%%

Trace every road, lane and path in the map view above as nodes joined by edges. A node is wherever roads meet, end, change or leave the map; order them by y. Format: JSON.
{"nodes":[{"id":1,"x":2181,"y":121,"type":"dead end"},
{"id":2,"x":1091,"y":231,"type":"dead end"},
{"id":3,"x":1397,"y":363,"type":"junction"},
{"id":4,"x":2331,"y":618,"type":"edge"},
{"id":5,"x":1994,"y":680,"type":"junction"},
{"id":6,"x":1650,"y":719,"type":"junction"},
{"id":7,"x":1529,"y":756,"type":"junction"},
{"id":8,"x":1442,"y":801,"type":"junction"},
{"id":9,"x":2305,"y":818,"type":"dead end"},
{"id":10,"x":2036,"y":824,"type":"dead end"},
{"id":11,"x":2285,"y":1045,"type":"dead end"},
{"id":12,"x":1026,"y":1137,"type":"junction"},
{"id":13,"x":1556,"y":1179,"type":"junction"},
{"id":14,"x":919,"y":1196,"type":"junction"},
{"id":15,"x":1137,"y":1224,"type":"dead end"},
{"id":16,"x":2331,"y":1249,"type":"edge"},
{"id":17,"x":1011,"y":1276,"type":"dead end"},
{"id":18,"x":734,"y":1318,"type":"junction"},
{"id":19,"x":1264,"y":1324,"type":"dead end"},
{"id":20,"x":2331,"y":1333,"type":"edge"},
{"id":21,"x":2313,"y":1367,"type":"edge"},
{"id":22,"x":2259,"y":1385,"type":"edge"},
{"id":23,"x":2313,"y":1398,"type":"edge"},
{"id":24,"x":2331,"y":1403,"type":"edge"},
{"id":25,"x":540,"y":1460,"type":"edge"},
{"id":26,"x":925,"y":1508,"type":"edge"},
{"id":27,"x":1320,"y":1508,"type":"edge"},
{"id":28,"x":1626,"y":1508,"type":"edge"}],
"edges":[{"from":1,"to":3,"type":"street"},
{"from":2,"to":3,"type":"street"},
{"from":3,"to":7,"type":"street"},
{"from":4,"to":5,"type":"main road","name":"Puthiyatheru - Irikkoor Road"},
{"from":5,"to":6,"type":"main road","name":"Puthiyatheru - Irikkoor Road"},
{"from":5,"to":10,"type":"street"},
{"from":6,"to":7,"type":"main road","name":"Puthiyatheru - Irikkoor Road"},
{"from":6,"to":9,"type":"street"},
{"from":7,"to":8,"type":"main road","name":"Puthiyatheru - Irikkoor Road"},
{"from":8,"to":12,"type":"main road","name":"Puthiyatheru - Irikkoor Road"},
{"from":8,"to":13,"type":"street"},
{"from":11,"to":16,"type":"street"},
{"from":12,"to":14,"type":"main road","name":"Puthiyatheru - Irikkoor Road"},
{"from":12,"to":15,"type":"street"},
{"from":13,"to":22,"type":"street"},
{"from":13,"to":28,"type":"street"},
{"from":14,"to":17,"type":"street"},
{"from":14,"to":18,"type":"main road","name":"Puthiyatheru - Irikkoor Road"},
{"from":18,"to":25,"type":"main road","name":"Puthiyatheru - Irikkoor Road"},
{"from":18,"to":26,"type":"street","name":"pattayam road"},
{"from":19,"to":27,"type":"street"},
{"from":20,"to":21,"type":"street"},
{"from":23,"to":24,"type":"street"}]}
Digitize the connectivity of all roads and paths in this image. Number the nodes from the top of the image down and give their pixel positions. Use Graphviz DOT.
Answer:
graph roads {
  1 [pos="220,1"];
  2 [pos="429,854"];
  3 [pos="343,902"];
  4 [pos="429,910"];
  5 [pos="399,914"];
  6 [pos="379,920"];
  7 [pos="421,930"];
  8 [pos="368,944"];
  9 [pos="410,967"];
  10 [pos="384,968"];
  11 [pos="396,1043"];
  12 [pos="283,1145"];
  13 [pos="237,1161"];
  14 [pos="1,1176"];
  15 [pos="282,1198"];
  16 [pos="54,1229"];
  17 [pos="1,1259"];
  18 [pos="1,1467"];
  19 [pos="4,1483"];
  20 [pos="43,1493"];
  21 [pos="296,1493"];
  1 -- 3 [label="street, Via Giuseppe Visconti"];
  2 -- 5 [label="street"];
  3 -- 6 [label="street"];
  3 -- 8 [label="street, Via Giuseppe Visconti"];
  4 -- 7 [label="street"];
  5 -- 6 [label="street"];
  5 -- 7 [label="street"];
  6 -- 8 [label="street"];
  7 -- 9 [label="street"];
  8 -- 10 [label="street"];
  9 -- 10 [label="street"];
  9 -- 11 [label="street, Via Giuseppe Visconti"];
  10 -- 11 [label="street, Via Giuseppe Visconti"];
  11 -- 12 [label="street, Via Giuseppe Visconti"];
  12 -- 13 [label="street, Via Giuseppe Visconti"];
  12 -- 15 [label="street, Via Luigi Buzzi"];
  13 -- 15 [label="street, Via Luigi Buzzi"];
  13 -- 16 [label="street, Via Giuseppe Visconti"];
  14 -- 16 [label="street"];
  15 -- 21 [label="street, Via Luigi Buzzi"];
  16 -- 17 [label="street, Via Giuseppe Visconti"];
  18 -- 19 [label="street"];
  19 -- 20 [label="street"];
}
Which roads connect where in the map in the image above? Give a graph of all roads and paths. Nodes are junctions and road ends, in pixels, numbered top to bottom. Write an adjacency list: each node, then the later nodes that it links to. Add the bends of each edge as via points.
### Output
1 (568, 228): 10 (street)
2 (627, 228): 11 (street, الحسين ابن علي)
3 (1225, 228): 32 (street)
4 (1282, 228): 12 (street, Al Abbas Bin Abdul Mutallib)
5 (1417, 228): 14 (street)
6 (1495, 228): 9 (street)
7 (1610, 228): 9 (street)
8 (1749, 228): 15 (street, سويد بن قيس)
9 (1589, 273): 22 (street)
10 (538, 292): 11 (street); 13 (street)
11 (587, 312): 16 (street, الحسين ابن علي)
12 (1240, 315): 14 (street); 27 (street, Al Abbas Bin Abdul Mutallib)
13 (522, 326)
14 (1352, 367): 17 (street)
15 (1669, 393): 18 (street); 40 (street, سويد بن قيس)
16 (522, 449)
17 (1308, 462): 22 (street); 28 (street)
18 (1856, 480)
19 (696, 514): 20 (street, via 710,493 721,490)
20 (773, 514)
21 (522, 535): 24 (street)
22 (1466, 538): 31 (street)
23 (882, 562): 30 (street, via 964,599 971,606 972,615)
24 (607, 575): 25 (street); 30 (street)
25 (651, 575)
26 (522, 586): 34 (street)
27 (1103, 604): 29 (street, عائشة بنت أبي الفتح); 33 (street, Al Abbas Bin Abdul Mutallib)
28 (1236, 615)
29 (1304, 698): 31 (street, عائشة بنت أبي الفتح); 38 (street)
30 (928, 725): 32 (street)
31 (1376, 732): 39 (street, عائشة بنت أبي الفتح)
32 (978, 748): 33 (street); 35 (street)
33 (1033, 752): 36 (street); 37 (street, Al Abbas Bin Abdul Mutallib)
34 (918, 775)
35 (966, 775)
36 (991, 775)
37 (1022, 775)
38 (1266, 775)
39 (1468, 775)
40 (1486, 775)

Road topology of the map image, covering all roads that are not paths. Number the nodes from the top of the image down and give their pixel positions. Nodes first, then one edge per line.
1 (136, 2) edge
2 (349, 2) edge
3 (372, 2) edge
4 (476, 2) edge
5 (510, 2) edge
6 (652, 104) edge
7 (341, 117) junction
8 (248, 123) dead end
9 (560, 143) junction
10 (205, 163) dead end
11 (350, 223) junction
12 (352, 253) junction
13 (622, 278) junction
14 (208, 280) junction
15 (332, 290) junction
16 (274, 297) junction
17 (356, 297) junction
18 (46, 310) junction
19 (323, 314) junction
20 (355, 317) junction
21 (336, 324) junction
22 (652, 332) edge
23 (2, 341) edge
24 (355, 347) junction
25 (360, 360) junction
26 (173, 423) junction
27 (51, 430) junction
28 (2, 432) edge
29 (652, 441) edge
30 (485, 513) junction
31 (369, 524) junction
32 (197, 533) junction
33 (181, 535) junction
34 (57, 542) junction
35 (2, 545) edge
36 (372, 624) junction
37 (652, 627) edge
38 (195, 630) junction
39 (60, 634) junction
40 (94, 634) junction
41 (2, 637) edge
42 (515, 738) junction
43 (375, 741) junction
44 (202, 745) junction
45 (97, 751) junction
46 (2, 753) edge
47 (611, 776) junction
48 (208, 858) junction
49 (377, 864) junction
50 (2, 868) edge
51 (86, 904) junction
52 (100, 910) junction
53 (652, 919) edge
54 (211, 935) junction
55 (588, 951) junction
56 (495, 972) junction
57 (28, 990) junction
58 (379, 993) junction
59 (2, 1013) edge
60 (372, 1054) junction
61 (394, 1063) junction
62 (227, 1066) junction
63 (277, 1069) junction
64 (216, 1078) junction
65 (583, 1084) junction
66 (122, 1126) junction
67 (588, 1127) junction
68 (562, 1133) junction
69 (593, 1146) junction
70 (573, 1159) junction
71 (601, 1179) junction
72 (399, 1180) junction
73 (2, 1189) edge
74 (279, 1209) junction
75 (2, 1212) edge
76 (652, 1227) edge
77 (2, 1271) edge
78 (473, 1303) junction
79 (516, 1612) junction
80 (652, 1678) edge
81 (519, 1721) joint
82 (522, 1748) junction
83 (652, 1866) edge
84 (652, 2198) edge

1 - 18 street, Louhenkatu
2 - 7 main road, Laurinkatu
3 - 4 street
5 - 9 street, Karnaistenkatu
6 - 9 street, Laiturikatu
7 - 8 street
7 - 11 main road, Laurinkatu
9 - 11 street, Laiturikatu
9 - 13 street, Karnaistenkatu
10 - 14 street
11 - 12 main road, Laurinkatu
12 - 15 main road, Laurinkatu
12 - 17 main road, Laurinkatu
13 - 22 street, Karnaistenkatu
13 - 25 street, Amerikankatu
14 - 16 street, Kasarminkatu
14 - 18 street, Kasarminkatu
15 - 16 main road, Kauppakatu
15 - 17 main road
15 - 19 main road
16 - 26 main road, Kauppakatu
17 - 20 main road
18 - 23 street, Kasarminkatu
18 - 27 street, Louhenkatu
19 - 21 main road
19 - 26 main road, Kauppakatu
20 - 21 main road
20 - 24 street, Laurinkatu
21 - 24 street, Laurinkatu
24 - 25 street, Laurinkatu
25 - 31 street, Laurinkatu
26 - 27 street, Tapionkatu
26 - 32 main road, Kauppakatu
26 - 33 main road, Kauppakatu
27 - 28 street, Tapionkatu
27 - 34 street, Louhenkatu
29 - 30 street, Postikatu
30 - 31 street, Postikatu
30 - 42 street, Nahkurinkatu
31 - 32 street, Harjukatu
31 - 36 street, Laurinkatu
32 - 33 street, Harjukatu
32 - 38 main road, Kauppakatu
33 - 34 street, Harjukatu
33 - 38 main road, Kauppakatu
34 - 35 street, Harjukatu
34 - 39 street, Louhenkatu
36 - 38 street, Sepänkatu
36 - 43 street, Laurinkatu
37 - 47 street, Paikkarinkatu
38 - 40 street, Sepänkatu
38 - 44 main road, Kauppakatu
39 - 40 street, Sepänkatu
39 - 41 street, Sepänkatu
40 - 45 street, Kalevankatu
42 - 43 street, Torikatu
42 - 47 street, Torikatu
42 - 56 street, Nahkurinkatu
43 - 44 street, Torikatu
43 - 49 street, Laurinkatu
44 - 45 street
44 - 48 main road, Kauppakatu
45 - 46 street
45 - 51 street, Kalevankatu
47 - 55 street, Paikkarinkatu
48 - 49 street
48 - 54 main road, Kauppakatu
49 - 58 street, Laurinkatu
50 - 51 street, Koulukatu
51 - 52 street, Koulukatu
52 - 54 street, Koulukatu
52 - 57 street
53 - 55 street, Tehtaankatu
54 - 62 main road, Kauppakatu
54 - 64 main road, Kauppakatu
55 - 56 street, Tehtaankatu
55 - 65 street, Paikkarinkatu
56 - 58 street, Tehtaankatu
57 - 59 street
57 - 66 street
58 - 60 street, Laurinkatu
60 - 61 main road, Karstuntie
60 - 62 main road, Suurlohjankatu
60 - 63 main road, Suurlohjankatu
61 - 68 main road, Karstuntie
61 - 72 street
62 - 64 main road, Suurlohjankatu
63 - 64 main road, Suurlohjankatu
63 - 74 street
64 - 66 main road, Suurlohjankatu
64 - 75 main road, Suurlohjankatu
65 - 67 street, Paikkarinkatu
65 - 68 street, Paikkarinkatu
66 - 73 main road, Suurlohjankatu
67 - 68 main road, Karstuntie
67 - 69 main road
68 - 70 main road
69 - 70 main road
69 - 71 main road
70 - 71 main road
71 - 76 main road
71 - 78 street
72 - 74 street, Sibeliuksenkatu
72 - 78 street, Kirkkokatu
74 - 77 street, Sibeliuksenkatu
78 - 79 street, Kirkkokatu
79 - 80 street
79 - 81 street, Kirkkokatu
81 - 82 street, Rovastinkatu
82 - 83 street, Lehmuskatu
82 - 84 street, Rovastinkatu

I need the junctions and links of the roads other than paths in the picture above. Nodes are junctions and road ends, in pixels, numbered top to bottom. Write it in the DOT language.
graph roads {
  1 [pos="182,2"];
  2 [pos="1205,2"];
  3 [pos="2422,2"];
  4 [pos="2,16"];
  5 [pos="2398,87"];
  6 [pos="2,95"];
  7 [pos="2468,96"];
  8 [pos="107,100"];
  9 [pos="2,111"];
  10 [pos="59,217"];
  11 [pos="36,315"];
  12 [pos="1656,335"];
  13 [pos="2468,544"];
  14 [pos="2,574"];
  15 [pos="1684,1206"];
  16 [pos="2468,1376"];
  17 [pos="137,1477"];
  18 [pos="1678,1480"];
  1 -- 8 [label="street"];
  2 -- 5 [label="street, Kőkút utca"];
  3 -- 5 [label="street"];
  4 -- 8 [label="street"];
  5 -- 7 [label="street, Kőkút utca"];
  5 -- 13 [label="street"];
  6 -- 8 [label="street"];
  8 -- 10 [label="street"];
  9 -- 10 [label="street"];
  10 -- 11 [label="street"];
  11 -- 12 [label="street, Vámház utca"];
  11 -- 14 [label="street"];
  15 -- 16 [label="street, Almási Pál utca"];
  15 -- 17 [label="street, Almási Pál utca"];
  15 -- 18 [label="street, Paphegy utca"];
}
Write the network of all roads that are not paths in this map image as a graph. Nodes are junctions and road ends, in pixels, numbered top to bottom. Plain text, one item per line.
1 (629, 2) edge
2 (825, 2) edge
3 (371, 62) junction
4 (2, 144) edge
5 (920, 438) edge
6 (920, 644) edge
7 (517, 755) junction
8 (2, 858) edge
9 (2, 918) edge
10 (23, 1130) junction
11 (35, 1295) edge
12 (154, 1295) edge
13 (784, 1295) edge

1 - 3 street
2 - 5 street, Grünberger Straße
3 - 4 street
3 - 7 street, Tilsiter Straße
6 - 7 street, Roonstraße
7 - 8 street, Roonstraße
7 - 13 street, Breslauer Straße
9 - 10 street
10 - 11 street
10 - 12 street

%%

= TASK TO CARRY OUT =
Where a line of the entries contains "Tapionkatu", report that line.

= RESULT =
26 - 27 street, Tapionkatu
27 - 28 street, Tapionkatu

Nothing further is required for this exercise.